→ Work instructions: Search the listing for the word "above". Copy every line where it is found.

→ Data section:
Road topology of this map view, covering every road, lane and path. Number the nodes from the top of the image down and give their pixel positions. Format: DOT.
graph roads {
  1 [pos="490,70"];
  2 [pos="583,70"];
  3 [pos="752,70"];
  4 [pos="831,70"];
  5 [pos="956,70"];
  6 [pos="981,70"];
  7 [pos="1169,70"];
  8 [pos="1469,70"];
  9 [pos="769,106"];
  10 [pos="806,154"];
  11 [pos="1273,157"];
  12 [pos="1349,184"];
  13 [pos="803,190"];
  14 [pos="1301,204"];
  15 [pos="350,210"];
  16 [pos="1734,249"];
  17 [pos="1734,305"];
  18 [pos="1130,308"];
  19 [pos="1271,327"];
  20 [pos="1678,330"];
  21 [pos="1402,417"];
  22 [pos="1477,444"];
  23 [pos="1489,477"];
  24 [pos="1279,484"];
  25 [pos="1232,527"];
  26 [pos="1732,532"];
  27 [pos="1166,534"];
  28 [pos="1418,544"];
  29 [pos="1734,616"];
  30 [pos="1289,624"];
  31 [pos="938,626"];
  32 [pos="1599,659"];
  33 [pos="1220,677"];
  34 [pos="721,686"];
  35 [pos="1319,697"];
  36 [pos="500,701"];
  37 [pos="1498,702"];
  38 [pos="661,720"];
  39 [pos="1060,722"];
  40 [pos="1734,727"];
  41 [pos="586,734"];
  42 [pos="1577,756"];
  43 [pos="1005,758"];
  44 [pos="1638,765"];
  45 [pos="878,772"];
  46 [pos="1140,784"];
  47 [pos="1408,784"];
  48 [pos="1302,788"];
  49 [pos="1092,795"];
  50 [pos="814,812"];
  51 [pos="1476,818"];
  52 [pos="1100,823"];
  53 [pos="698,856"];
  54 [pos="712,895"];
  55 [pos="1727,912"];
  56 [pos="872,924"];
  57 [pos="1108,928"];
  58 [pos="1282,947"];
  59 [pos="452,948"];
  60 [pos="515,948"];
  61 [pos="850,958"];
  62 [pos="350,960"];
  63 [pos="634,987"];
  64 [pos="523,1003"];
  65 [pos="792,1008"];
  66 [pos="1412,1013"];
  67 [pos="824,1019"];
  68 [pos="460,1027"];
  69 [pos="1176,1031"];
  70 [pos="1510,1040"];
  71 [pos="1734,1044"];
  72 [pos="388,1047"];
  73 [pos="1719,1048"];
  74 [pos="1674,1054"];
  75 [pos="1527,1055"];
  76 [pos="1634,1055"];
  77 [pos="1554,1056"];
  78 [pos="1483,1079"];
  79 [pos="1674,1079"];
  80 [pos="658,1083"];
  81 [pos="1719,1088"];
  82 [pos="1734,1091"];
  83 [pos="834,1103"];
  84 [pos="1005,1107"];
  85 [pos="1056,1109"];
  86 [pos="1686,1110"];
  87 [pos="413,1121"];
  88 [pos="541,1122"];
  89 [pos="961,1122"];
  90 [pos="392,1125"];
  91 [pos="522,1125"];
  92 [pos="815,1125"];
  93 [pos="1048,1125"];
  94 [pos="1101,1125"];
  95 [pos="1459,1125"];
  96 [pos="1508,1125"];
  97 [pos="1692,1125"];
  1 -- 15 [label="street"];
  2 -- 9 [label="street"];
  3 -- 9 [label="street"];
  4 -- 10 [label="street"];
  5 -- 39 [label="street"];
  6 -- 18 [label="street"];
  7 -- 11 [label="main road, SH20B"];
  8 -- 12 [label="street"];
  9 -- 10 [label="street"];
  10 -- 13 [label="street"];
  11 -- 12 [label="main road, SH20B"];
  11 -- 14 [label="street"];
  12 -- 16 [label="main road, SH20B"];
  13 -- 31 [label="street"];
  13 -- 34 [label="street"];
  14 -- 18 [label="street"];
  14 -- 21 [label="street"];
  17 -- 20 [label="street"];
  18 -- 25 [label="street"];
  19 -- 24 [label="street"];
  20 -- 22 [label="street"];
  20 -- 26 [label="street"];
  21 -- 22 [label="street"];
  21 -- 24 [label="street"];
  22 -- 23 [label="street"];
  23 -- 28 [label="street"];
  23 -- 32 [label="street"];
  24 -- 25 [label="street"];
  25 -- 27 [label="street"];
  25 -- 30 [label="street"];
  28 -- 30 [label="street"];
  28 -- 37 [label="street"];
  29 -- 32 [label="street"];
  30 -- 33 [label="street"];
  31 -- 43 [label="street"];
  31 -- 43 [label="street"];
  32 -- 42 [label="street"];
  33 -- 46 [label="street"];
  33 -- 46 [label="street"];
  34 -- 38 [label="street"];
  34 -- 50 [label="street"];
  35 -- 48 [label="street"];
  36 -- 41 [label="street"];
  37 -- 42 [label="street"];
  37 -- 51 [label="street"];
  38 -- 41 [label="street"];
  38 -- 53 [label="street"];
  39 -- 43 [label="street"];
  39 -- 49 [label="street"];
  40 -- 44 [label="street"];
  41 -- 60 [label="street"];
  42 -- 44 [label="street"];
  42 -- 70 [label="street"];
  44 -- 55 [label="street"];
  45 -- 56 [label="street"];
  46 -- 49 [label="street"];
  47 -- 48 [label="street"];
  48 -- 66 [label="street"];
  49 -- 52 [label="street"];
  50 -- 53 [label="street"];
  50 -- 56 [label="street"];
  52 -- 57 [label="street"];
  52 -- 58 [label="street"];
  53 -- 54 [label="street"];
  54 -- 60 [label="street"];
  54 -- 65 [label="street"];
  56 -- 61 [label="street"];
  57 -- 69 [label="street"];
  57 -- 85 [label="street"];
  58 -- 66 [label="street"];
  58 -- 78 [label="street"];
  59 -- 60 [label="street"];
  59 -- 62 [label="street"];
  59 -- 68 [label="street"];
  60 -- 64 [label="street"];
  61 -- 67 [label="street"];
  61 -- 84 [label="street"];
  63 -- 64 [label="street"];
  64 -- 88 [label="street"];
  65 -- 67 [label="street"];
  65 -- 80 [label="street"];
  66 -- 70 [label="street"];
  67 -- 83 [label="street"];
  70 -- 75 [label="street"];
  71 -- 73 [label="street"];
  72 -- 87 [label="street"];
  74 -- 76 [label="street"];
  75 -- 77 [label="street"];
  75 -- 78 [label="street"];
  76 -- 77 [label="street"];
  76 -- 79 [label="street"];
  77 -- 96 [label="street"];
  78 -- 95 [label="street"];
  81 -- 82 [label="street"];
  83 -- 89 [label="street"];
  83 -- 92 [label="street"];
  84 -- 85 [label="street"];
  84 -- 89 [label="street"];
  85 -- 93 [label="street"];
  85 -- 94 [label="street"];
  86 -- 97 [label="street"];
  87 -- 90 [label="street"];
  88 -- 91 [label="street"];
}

--

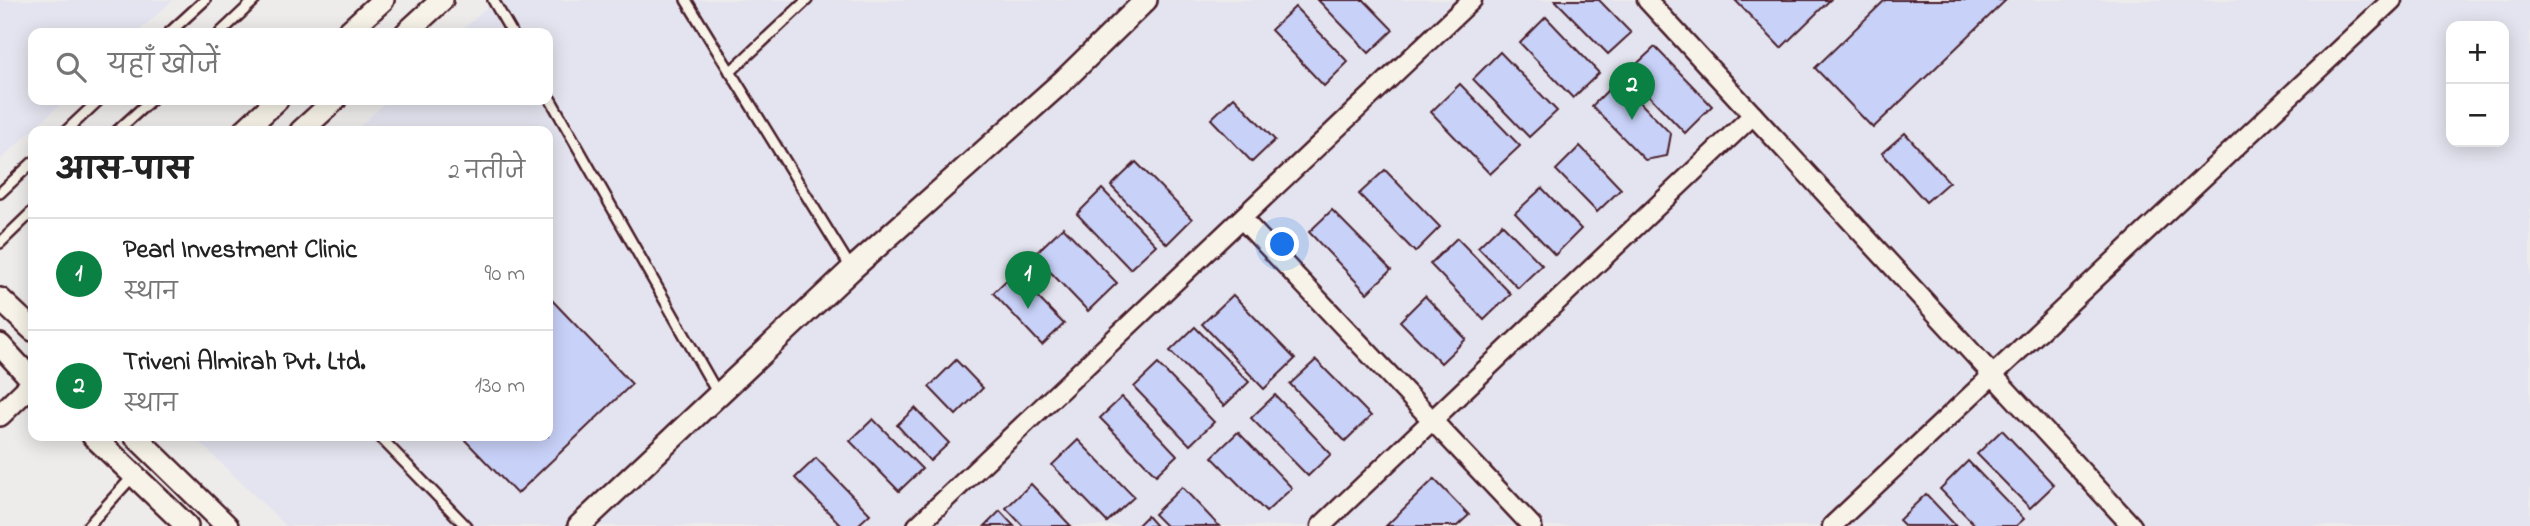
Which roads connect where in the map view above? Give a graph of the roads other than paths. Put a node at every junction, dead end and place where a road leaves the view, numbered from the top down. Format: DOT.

...

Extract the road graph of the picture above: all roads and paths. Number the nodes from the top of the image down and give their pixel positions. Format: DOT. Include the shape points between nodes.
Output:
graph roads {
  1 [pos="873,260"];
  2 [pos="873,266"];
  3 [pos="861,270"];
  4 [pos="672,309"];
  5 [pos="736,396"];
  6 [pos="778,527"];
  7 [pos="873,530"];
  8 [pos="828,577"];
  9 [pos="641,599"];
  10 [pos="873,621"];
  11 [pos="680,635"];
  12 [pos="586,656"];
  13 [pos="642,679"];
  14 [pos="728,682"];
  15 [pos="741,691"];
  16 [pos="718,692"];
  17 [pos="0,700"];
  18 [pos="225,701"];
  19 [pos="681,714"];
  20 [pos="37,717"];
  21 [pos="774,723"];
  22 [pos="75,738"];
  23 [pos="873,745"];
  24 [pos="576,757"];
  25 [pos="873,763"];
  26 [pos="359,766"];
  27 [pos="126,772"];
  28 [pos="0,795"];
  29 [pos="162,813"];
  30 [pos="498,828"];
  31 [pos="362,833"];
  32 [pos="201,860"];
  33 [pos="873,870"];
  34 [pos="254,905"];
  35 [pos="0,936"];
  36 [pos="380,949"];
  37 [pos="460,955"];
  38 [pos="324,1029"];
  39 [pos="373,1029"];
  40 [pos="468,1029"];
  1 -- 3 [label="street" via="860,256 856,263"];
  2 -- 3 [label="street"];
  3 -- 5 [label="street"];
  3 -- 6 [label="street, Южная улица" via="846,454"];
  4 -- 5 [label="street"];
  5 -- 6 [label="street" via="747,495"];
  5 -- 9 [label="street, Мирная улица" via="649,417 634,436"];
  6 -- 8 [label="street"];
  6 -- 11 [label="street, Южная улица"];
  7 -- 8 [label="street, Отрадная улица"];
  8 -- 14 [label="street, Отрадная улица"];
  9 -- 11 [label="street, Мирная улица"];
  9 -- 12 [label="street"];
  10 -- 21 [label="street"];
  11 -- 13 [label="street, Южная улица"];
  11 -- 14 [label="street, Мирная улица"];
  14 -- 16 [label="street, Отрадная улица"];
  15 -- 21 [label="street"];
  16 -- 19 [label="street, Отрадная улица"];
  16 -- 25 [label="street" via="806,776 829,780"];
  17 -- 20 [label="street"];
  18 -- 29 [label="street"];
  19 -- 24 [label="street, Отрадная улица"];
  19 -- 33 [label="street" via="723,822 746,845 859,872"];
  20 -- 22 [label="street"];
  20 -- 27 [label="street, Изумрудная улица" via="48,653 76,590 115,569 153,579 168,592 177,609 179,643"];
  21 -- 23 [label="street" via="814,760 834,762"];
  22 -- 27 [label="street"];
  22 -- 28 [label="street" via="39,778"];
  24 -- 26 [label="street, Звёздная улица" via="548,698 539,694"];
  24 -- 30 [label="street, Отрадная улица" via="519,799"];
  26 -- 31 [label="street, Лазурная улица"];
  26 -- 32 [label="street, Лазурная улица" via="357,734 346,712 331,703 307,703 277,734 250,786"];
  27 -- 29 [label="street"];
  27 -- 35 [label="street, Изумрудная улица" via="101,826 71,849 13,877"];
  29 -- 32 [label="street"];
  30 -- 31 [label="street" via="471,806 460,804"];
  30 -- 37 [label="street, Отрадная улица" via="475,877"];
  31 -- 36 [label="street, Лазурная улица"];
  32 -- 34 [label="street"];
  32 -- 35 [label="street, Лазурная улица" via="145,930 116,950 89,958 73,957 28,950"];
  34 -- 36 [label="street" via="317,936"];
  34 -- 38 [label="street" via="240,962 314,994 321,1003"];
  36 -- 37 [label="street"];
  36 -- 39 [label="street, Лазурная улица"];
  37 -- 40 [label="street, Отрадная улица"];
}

→ Reply:
Which roads connect where in the map view above? Give a graph of the roads other than paths. Put a node at every junction, dead end and place where a road leaves the view, numbered from the top down. Format: DOT.
Extract the road graph of the picture above: all roads and paths. Number the nodes from the top of the image down and give their pixel positions. Format: DOT. Include the shape points between nodes.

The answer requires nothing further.